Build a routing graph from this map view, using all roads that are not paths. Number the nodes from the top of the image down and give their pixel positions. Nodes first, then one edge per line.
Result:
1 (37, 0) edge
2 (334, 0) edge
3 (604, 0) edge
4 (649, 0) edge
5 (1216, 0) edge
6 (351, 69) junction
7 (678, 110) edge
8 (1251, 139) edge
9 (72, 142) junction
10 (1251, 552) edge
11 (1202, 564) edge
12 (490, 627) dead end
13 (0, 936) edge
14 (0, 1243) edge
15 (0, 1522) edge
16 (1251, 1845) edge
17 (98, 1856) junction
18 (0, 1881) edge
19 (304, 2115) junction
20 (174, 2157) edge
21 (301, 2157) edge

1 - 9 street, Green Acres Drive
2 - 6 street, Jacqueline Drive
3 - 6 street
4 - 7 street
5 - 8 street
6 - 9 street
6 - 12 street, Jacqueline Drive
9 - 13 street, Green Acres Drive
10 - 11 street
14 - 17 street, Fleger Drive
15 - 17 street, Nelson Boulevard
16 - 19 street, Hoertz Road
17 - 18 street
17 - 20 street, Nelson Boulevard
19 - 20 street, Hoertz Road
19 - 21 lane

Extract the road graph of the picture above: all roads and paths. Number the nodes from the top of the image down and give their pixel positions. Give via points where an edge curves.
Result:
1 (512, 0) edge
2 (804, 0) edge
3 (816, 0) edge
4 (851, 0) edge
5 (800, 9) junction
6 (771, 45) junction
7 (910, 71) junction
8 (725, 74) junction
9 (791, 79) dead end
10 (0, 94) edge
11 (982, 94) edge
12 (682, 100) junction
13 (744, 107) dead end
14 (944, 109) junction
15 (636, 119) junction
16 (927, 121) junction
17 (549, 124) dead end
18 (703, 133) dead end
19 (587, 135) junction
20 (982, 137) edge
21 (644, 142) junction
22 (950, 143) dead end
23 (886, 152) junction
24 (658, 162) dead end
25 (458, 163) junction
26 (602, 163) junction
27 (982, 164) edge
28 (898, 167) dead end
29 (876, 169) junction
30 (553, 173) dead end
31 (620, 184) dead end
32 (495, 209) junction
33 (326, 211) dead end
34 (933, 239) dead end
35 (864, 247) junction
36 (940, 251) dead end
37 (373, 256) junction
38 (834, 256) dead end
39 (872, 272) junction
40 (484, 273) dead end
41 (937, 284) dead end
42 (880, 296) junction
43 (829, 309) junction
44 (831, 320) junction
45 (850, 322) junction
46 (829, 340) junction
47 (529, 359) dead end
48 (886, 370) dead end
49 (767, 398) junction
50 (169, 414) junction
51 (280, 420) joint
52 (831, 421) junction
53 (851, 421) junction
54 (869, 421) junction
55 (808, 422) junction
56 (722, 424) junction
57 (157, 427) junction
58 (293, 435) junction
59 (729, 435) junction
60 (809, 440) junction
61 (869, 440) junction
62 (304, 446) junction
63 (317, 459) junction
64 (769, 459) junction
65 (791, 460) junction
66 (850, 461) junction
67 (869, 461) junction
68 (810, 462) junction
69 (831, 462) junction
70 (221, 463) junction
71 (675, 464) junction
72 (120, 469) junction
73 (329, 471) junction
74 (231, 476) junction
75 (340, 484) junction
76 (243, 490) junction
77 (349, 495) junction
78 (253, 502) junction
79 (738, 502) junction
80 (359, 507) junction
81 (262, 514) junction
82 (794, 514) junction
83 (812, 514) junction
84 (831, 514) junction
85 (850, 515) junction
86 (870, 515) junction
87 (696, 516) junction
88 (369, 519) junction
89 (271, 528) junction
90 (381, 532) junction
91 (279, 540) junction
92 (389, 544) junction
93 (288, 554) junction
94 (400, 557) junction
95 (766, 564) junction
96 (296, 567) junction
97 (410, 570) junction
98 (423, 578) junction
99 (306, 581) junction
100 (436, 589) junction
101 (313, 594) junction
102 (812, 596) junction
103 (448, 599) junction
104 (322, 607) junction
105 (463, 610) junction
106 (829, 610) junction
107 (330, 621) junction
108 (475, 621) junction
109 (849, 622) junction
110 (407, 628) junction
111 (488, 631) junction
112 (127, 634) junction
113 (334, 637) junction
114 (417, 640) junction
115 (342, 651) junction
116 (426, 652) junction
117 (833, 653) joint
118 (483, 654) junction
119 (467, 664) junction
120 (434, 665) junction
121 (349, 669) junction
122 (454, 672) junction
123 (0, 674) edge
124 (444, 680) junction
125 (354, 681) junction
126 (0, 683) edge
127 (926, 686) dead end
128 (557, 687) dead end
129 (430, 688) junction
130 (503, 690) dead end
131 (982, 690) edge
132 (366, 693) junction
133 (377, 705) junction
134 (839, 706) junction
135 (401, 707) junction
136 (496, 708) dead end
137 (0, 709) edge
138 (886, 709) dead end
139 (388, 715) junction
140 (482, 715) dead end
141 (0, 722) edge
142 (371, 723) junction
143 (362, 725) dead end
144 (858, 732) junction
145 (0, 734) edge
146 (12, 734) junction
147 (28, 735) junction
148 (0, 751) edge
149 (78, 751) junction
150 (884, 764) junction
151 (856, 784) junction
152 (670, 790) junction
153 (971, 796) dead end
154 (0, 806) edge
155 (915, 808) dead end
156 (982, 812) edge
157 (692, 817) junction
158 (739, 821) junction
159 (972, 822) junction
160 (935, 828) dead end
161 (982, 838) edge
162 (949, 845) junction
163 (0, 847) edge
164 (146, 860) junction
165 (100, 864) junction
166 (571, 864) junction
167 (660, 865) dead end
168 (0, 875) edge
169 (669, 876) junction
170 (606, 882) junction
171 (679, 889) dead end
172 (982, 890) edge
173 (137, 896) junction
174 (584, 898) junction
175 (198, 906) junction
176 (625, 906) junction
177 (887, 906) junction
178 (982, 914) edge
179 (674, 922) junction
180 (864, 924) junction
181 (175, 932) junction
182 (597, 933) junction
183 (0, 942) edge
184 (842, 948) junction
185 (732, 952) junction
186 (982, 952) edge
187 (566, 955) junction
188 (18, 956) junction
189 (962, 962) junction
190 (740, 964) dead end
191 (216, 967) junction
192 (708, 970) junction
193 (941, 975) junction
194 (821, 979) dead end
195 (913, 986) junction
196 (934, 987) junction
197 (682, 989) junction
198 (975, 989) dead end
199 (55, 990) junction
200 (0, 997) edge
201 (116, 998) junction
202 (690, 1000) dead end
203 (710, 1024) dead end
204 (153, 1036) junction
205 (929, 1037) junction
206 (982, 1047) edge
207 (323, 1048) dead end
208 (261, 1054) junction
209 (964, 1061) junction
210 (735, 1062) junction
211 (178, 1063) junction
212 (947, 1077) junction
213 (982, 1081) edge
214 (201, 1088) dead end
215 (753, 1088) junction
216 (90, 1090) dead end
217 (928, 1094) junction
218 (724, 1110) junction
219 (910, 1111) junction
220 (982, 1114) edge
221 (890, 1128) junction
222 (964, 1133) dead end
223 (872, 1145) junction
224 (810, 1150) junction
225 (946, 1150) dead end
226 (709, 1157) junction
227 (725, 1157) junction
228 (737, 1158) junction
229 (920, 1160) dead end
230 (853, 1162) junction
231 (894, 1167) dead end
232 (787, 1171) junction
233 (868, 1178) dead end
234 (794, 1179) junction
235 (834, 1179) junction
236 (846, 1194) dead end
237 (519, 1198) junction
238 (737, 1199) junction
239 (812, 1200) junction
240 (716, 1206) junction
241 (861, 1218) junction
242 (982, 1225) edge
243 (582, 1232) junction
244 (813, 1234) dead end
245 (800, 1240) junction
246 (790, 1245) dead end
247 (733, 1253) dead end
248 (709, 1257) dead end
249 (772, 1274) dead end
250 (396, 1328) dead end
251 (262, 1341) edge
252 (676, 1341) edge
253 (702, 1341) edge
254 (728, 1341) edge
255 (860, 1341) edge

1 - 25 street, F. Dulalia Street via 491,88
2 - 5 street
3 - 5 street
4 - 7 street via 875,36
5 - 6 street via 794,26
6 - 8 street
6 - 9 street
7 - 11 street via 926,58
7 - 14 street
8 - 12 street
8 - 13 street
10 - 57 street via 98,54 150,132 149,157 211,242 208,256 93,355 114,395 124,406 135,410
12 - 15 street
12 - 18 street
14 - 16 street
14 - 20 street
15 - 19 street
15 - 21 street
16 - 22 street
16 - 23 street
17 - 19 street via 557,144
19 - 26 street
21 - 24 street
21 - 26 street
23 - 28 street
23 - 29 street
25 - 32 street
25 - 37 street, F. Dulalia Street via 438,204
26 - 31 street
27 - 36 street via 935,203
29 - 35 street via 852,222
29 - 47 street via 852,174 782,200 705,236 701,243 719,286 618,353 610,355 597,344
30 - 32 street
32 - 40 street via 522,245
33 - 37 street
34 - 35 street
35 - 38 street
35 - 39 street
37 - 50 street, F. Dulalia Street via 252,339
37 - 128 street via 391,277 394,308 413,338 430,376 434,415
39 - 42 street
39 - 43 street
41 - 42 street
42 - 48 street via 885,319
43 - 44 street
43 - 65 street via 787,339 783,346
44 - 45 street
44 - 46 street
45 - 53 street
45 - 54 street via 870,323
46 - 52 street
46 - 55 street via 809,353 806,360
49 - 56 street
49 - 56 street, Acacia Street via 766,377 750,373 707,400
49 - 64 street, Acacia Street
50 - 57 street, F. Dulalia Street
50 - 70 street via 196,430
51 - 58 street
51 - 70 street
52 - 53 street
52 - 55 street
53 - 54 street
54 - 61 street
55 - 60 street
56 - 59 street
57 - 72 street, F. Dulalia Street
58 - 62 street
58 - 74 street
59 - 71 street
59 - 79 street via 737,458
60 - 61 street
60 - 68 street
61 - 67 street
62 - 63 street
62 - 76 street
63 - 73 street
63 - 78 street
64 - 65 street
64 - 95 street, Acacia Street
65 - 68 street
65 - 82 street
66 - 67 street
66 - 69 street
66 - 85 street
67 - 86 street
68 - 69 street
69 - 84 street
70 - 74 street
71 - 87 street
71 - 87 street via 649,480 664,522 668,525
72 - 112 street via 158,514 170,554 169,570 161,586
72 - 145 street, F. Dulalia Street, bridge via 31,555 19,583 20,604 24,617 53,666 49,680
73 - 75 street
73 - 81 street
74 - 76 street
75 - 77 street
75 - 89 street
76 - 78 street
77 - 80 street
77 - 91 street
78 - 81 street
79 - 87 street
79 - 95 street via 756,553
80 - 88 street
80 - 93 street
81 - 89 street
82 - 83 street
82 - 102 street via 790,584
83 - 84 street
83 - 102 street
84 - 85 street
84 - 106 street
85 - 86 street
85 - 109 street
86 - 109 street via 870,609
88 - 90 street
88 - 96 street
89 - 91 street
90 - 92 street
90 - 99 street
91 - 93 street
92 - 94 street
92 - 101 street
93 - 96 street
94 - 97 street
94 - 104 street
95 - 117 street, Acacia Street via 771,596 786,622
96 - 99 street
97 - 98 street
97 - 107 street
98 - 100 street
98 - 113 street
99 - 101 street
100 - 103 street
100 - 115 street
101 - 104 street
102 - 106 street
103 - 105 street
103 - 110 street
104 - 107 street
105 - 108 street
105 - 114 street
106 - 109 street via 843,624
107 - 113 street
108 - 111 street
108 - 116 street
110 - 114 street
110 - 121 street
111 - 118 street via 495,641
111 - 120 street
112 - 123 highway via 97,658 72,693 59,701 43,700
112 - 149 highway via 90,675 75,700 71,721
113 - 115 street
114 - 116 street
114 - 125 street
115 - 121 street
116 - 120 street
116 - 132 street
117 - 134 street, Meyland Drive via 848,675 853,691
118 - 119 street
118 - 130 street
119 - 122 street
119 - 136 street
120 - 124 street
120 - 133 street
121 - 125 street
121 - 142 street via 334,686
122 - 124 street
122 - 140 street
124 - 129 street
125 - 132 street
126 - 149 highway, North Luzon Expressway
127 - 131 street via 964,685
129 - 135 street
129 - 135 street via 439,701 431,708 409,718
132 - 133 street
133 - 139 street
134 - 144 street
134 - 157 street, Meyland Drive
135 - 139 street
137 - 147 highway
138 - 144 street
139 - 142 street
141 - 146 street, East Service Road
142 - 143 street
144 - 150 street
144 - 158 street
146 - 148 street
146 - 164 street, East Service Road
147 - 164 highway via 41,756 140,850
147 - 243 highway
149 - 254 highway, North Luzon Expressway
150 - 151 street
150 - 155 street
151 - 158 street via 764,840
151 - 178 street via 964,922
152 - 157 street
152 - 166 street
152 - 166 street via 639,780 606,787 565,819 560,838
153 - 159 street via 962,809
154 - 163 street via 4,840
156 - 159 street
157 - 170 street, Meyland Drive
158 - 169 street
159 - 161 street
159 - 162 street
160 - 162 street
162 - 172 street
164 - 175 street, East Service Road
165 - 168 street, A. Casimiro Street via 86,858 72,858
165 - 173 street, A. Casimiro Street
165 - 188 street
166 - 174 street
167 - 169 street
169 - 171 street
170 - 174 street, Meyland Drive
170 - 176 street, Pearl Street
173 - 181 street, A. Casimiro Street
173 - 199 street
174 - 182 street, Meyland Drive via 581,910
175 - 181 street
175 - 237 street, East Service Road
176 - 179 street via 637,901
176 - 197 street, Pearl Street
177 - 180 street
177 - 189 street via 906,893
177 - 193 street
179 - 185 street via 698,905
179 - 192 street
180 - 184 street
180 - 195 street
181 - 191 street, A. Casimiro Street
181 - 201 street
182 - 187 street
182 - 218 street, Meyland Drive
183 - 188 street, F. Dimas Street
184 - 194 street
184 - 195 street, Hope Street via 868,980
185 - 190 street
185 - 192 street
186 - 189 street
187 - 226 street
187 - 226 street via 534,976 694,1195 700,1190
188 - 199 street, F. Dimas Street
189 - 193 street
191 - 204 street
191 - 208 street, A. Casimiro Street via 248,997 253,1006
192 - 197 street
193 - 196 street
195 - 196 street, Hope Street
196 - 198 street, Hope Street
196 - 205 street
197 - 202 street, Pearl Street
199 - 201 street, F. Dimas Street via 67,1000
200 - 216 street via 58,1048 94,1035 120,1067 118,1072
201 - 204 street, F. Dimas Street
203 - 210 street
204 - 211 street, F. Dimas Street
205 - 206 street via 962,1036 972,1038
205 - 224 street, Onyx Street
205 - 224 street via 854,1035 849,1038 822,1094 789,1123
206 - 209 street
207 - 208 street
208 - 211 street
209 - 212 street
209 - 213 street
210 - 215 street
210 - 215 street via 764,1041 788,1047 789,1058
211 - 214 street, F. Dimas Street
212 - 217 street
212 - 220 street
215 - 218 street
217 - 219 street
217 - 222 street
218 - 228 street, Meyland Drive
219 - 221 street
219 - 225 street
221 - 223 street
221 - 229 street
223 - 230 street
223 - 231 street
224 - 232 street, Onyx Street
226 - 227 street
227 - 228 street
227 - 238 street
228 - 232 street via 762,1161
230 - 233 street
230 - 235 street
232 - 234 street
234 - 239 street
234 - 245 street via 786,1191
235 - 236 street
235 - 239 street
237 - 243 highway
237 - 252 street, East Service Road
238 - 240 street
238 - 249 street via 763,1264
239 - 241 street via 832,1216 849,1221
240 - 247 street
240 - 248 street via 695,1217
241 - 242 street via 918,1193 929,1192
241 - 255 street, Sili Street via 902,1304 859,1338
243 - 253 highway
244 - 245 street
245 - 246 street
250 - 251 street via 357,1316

◆ **WHAT IS EXPECTED**: Take each line of the material above that holds the string "Casimiro" and copy it.

◆ **FINISHED TASK**:
165 - 168 street, A. Casimiro Street via 86,858 72,858
165 - 173 street, A. Casimiro Street
173 - 181 street, A. Casimiro Street
181 - 191 street, A. Casimiro Street
191 - 208 street, A. Casimiro Street via 248,997 253,1006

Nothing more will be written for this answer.